*Exercise aim*:
Among the records below, find each line that includes the string "dead" and copy it.

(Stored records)
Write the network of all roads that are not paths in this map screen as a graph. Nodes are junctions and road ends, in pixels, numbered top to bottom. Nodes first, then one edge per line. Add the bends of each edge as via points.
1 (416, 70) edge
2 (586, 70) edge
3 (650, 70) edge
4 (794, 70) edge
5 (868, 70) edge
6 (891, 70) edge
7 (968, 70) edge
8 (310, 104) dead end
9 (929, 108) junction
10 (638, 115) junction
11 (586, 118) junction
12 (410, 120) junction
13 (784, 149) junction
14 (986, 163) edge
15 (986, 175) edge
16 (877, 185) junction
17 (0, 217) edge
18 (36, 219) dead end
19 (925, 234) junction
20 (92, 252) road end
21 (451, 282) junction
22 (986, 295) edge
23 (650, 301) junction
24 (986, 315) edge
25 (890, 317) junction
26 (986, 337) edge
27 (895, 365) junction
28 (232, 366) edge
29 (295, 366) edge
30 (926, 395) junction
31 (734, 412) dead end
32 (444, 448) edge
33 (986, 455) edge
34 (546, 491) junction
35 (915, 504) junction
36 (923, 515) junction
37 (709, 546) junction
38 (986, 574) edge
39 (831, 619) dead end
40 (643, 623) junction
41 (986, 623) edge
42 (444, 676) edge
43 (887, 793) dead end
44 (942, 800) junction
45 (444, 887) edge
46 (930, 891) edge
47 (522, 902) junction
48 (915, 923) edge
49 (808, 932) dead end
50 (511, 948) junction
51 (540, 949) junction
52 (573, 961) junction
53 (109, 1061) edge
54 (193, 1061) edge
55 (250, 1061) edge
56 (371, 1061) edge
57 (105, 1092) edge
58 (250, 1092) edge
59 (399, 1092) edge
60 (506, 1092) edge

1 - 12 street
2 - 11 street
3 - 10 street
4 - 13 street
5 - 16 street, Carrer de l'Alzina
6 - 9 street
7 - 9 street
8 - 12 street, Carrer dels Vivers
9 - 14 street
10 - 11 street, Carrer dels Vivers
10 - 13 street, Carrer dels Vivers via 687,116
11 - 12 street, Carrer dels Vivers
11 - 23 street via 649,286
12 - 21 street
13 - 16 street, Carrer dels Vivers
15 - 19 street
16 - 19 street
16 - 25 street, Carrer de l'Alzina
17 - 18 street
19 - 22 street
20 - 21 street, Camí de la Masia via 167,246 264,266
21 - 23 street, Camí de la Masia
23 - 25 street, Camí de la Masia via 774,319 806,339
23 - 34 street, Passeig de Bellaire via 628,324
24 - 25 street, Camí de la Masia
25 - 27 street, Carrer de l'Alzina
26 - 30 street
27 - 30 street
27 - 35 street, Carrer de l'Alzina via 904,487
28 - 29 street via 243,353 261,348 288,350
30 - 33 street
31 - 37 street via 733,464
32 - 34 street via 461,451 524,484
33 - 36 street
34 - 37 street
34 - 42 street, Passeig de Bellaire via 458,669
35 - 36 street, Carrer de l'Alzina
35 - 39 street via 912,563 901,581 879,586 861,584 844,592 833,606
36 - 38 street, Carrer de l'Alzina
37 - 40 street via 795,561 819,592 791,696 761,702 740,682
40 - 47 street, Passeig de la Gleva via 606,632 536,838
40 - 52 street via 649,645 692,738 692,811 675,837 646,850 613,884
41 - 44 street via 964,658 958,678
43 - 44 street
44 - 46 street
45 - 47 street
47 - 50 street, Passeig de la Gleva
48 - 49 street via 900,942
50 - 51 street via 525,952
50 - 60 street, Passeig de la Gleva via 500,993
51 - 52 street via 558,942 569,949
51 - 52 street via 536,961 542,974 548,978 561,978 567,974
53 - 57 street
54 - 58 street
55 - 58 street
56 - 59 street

*Result of the exercise*:
8 (310, 104) dead end
18 (36, 219) dead end
31 (734, 412) dead end
39 (831, 619) dead end
43 (887, 793) dead end
49 (808, 932) dead end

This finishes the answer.